=== Begin Enclosure ===

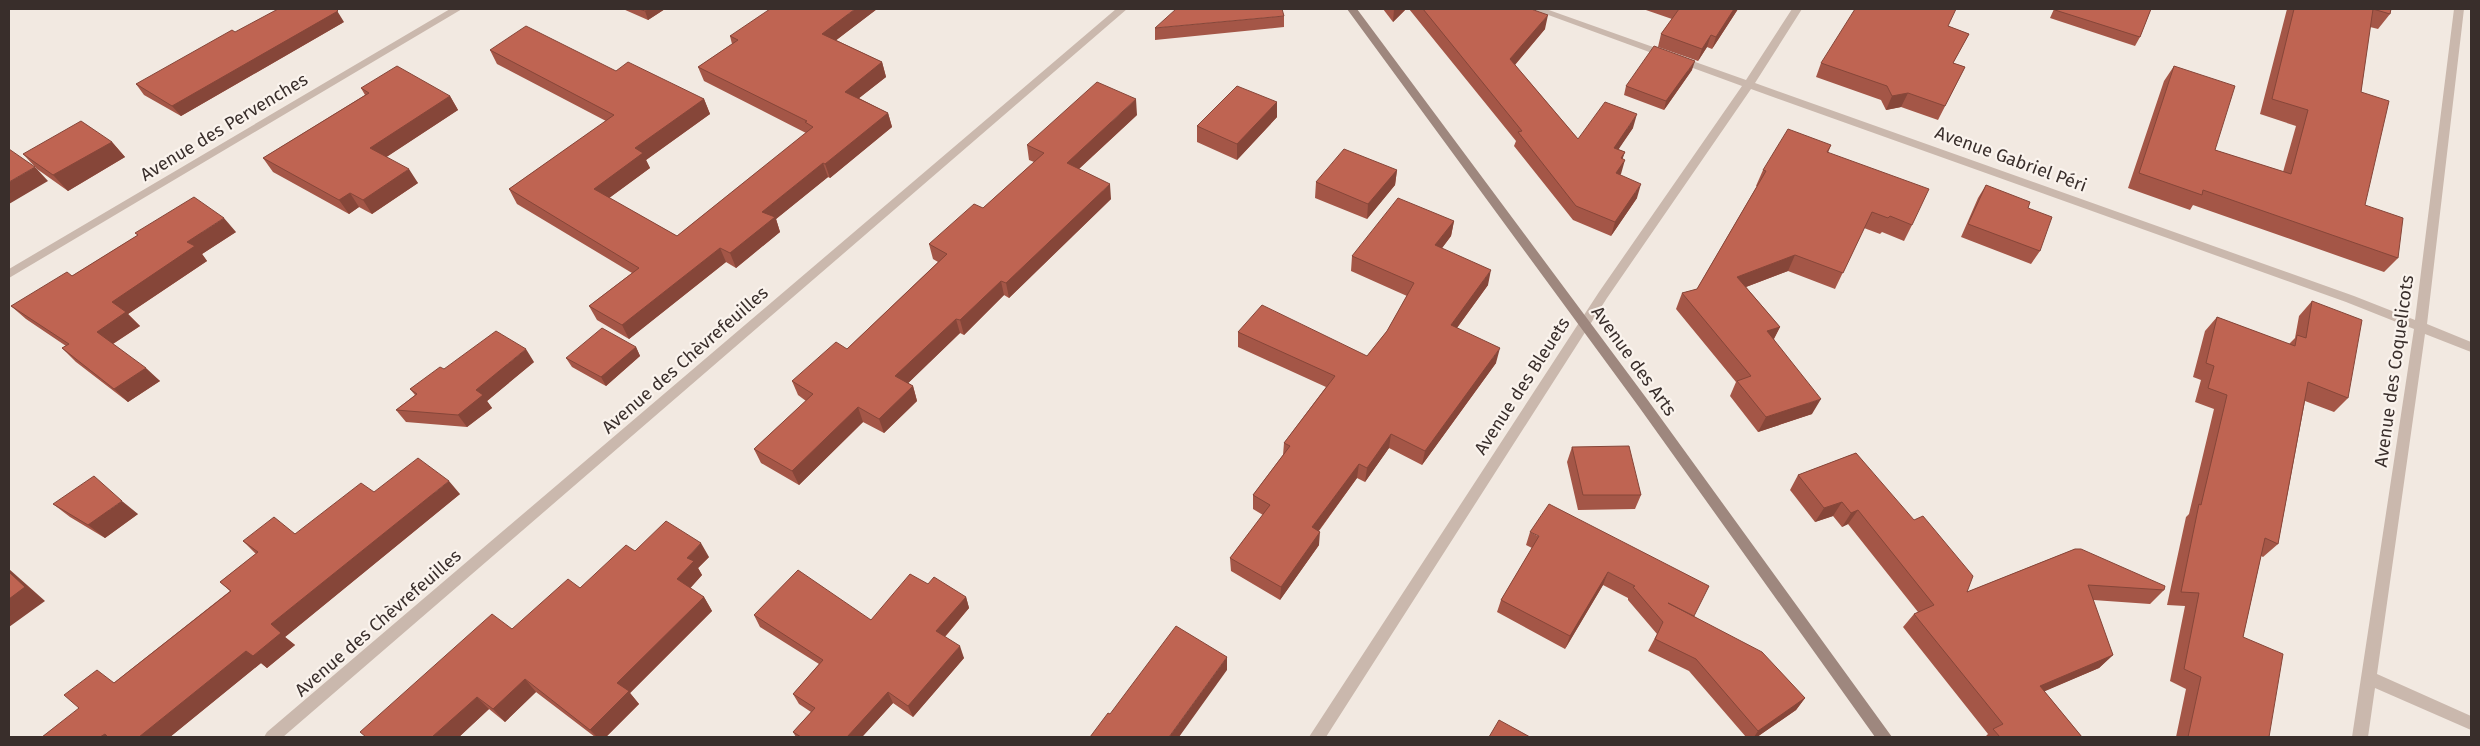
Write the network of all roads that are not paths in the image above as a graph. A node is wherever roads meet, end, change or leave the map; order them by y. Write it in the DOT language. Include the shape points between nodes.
graph roads {
  1 [pos="457,9"];
  2 [pos="1122,9"];
  3 [pos="1352,9"];
  4 [pos="1537,9"];
  5 [pos="1797,9"];
  6 [pos="2459,9"];
  7 [pos="1749,84"];
  8 [pos="9,274"];
  9 [pos="1584,323"];
  10 [pos="2420,328"];
  11 [pos="2471,347"];
  12 [pos="2369,678"];
  13 [pos="2471,723"];
  14 [pos="272,737"];
  15 [pos="1317,737"];
  16 [pos="1884,737"];
  17 [pos="2360,737"];
  1 -- 8 [label="street, Avenue des Pervenches"];
  2 -- 14 [label="street, Avenue des Chèvrefeuilles"];
  3 -- 9 [label="street, Avenue des Arts"];
  4 -- 7 [label="street, Avenue Gabriel Péri"];
  5 -- 7 [label="street, Avenue des Bleuets"];
  6 -- 10 [label="street, Avenue des Coquelicots"];
  7 -- 9 [label="street, Avenue des Bleuets"];
  7 -- 10 [label="street, Avenue Gabriel Péri" via="2350,299"];
  9 -- 15 [label="street, Avenue des Bleuets"];
  9 -- 16 [label="street, Avenue des Arts"];
  10 -- 11 [label="street, Avenue Gabriel Péri"];
  10 -- 12 [label="street, Avenue des Coquelicots"];
  12 -- 13 [label="street"];
  12 -- 17 [label="street, Avenue des Coquelicots"];
}
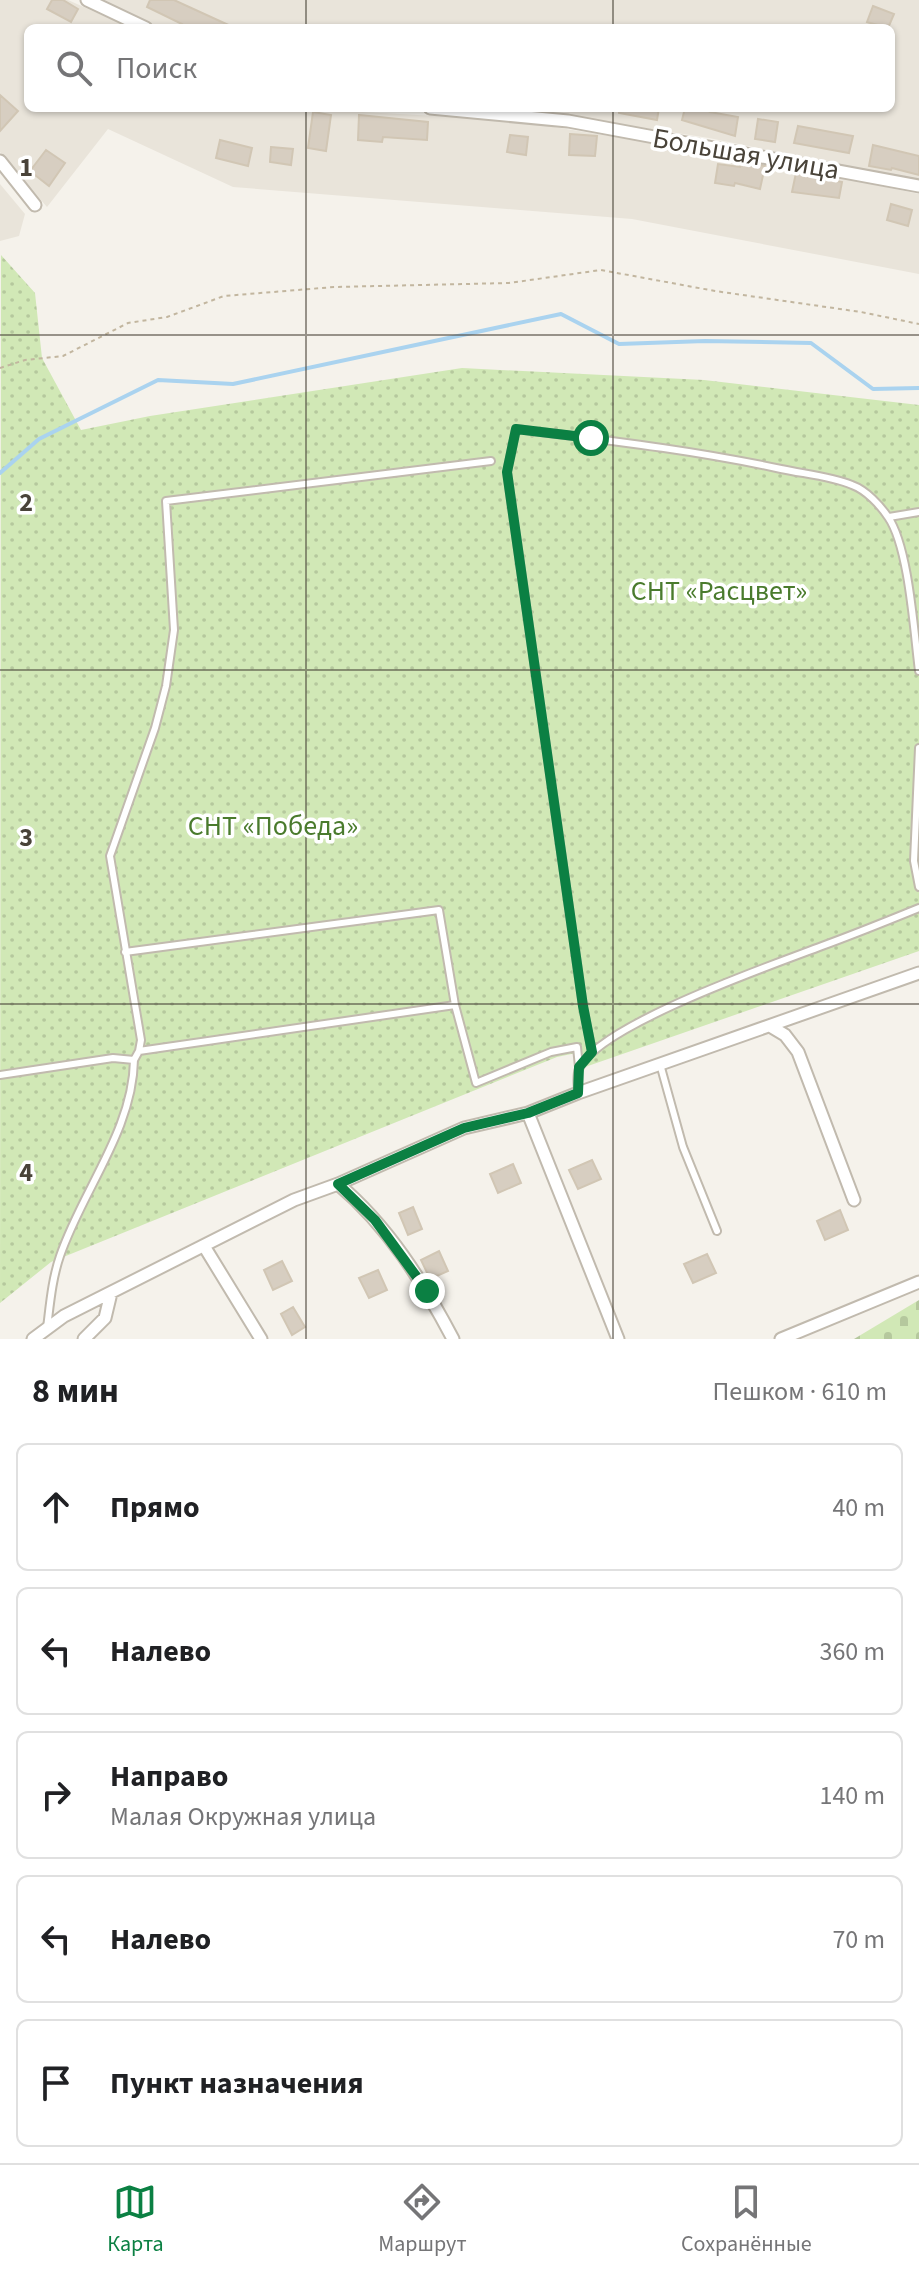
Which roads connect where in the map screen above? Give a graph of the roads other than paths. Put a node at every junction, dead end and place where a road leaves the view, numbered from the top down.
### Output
1 (87, 0) edge
2 (138, 24) edge
3 (472, 112) edge
4 (0, 161) edge
5 (919, 186) edge
6 (35, 205) dead end
7 (491, 461) dead end
8 (919, 512) edge
9 (889, 517) junction
10 (919, 671) edge
11 (919, 748) edge
12 (919, 887) edge
13 (919, 908) edge
14 (125, 952) junction
15 (919, 973) edge
16 (455, 1005) junction
17 (770, 1026) junction
18 (139, 1051) junction
19 (592, 1052) junction
20 (134, 1060) junction
21 (660, 1064) junction
22 (579, 1067) junction
23 (0, 1075) edge
24 (578, 1093) junction
25 (528, 1113) junction
26 (338, 1184) junction
27 (854, 1200) dead end
28 (717, 1231) dead end
29 (204, 1246) junction
30 (919, 1282) edge
31 (111, 1293) junction
32 (47, 1328) junction
33 (33, 1339) edge
34 (84, 1339) edge
35 (261, 1339) edge
36 (453, 1339) edge
37 (618, 1339) edge
38 (781, 1339) edge

1 - 2 street
3 - 5 street, Большая улица
4 - 6 street
7 - 14 lane
8 - 9 lane
9 - 10 lane
9 - 19 lane
11 - 12 lane
13 - 19 lane
14 - 16 lane
14 - 18 lane
15 - 17 street
16 - 18 lane
16 - 22 lane
17 - 21 street
17 - 27 street
18 - 20 lane
19 - 22 lane
20 - 23 lane
20 - 32 lane
21 - 24 street
21 - 28 lane
22 - 24 lane
24 - 25 street
25 - 26 street
25 - 37 street
26 - 29 street
26 - 36 street
29 - 31 street
29 - 35 street
30 - 38 street
31 - 32 street
31 - 34 street
32 - 33 street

=== End Enclosure ===

Assigned task:
Which lines of the records above hold the word "Péri"? Copy each of them.

Task response:
  4 -- 7 [label="street, Avenue Gabriel Péri"];
  7 -- 10 [label="street, Avenue Gabriel Péri" via="2350,299"];
  10 -- 11 [label="street, Avenue Gabriel Péri"];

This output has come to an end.